Developing Large Web Applications
Author: Kyle Loudon
Publisher: Yahoo Press, 2010
Pages: 304
ISBN: 978-0596803025
Aimed at: PHP/Javascript web developers
Rating: 3
Pros: Good coverage of fairly standard ideas
Cons: Not really about the issues of "big" web apps
Reviewed by: Ian Elliot


What do you think a large web application is? The picture of the dog on the front cover of this book seems to say it all. They are huge, fuzzy and lumbering - and you are going to need help looking after them. 

This particular book attempts to provide you with some help but it is probably going to send you off in the wrong direction. It covers the sorts of basic design ideas that you need when tackling any project - big or not, web or not. It tells you that you need to be modular and preferably object-oriented.

To do this author Kyle Loudon, manager of a UI development group at Yahoo, explains the sort of thing you will have encountered before if you have read any book on web development. He explains about using HTML for semantic markup and CSS for layout. He explains PHP and Javascript object- oriented programming all the while emphasising the advantages of the usual object-oriented ideas - encapsulation, low coupling, modularity etc. All this is fine but it's not really specific to large web applications.

When we do look at the practical details then we are introduced to language facilities that any reasonably experienced programmer should know about. After brief tutorials on PHP and Javascript we are thrown into Java and SQL. The book ignores ASP .NET and alternative approaches - this is a LAMP-oriented discussion.

Later we get some fairly long example PHP code to generate pages and to demonstrate how the ideas work but... if you really are going to create a large application you probably wouldn't start from scratch. There are frameworks that you can adopt which provide the structure that a large web application needs.

There probably is a book yet to be written on building large web applications but it wouldn't start from a consideration of the lowest-level technologies. Instead it would focus on the overall architectures needed to deliver scalability and manageability. It would need to discuss hosting options such as web farms and cloud implementations. It would need to discuss the relationships between different server components - the web server, the database server, the authentication server and so on. None of these topics are discussed in any detail and, although the last chapter is on performance, there is no real discussion of scalability.

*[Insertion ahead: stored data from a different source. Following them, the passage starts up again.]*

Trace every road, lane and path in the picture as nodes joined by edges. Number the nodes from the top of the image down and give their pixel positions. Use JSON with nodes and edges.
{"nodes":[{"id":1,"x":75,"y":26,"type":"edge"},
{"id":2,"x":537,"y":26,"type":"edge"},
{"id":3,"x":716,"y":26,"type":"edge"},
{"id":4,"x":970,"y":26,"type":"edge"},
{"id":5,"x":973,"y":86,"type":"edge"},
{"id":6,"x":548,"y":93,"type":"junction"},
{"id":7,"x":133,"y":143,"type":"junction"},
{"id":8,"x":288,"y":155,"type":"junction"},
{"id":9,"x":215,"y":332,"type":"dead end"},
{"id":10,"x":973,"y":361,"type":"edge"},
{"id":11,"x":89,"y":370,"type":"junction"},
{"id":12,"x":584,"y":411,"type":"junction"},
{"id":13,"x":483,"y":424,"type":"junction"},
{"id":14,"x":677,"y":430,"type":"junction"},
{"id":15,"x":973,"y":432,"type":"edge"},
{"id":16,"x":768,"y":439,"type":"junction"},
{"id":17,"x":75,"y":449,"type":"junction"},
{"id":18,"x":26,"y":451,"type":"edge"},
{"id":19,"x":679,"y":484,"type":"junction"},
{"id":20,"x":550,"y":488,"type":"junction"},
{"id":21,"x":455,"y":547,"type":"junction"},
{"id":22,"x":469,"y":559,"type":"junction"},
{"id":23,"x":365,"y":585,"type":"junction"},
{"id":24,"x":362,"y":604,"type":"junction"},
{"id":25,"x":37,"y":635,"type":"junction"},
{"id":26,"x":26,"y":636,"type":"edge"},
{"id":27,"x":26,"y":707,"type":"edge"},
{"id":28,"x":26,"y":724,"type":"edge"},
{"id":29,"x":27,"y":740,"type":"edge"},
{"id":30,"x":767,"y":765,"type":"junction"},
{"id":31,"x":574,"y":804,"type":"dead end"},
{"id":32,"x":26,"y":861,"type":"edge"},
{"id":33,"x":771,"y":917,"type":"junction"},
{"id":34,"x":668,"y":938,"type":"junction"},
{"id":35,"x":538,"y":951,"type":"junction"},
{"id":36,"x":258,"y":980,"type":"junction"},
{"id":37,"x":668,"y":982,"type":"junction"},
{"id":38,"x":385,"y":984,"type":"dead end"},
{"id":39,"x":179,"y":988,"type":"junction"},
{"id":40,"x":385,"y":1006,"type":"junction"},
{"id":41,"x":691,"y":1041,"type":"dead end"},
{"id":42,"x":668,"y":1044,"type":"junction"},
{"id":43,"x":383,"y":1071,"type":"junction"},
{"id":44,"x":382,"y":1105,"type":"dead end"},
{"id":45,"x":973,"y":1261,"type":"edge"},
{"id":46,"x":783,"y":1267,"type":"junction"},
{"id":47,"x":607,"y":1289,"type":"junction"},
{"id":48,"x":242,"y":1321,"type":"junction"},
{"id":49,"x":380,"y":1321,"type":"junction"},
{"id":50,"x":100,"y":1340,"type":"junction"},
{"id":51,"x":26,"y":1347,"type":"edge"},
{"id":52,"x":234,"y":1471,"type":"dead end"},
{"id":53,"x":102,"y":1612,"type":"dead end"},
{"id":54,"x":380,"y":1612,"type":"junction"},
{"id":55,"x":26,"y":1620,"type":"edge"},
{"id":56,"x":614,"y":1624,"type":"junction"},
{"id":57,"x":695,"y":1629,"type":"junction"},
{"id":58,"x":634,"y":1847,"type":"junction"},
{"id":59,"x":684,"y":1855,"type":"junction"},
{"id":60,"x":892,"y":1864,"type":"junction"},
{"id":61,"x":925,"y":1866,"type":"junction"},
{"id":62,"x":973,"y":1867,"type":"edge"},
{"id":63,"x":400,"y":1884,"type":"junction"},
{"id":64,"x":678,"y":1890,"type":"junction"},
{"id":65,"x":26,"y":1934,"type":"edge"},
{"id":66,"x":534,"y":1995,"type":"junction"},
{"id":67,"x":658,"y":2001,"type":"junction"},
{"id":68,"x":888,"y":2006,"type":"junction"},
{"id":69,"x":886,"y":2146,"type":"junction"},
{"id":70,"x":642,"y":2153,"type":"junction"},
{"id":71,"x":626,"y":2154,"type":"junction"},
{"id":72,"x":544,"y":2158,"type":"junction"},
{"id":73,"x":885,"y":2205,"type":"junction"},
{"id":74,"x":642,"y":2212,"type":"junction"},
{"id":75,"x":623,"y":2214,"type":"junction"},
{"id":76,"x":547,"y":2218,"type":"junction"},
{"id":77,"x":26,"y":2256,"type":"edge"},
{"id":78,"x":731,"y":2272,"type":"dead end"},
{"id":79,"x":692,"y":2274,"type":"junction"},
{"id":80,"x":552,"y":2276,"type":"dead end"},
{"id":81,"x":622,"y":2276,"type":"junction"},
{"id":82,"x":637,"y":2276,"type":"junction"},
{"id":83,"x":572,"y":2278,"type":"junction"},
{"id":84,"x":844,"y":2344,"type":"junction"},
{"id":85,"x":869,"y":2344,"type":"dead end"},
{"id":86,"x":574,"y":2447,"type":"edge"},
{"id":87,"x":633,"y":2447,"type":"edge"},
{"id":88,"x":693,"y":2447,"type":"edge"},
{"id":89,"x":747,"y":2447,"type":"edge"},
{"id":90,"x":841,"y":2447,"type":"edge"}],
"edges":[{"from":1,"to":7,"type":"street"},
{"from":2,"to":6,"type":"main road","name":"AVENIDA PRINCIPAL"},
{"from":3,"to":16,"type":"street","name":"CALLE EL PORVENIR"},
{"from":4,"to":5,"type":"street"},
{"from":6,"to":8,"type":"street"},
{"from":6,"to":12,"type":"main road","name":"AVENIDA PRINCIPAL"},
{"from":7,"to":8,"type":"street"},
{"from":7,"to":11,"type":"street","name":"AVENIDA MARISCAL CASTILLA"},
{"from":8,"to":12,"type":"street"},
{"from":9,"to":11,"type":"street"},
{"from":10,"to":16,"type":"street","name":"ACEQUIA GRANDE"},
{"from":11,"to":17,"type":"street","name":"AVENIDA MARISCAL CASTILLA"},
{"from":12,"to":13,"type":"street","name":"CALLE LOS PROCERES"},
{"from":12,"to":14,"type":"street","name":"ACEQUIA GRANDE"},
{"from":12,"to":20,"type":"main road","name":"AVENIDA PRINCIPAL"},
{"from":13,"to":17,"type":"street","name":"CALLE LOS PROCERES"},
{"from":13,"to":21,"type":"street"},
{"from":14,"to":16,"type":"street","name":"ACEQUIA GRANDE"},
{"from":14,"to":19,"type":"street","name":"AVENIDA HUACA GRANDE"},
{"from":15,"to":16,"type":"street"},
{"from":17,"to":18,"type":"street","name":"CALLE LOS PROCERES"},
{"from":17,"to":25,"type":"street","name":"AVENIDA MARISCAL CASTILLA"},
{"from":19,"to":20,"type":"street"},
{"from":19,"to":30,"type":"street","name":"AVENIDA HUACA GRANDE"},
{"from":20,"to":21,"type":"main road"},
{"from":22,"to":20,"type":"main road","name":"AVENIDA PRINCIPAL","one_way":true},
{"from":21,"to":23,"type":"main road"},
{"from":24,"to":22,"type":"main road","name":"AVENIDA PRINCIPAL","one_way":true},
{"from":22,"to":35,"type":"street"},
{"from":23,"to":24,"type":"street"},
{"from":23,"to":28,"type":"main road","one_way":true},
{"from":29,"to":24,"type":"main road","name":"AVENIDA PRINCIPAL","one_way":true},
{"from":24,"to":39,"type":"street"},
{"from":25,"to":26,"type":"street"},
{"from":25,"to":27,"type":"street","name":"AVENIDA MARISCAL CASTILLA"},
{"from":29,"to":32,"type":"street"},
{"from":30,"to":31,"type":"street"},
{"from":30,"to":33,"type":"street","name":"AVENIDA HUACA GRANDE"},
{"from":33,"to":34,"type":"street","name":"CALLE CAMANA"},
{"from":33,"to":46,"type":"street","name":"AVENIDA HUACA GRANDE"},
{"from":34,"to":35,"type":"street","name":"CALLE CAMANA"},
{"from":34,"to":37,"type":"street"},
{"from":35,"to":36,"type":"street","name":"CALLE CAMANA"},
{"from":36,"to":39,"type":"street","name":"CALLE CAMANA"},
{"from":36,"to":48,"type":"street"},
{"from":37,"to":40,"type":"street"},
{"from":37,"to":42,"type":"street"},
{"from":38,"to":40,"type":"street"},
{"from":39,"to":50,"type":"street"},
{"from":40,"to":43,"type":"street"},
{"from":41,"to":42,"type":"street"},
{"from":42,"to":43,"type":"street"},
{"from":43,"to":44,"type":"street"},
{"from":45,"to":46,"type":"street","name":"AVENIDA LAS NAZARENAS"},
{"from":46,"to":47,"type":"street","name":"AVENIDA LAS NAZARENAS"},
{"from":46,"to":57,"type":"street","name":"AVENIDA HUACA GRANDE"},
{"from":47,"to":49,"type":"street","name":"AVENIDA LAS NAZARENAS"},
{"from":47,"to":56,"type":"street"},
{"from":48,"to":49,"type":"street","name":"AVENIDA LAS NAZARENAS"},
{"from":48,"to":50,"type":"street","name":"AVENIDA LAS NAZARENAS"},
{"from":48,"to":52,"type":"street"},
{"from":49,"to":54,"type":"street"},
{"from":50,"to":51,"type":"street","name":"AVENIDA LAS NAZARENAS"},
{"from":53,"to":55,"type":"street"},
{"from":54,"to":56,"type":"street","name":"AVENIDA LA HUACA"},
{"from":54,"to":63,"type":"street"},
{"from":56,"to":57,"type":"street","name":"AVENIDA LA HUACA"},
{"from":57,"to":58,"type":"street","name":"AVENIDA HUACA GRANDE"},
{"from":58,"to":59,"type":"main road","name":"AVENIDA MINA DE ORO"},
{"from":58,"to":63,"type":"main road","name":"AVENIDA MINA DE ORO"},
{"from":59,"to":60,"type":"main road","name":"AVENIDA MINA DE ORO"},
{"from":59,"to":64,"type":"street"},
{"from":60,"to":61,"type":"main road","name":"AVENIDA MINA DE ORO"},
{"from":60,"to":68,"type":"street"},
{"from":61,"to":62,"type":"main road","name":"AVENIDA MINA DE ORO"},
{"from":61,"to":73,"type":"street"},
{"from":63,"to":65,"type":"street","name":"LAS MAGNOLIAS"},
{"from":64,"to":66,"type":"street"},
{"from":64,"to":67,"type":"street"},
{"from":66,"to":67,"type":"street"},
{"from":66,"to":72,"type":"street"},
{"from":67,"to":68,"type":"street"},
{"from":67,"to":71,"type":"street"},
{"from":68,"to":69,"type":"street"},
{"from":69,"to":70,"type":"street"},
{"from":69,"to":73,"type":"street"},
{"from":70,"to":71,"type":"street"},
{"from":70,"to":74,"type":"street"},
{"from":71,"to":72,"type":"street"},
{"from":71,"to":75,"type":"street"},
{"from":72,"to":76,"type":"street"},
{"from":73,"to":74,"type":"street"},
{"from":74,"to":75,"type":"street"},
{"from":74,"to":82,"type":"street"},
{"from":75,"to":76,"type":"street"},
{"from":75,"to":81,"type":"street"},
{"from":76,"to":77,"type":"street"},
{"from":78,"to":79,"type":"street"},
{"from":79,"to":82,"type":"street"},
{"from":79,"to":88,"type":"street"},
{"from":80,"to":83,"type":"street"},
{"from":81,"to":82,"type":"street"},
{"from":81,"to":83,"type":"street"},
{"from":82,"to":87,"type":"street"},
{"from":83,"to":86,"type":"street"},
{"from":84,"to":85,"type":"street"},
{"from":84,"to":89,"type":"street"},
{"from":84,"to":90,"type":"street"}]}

Returning to the cover illustration you could say that while the book gives you lots of good advice and examples of looking after dogs it doesn't really tell you how to cope with something that big. More seriously it seems to advocate the "start from scratch" philosophy rather than reuse and this probably isn't a good idea. Buy the book and read it for its discussion of basic web development using HTML, CSS and Javascript - but not because it has insights into big web applications.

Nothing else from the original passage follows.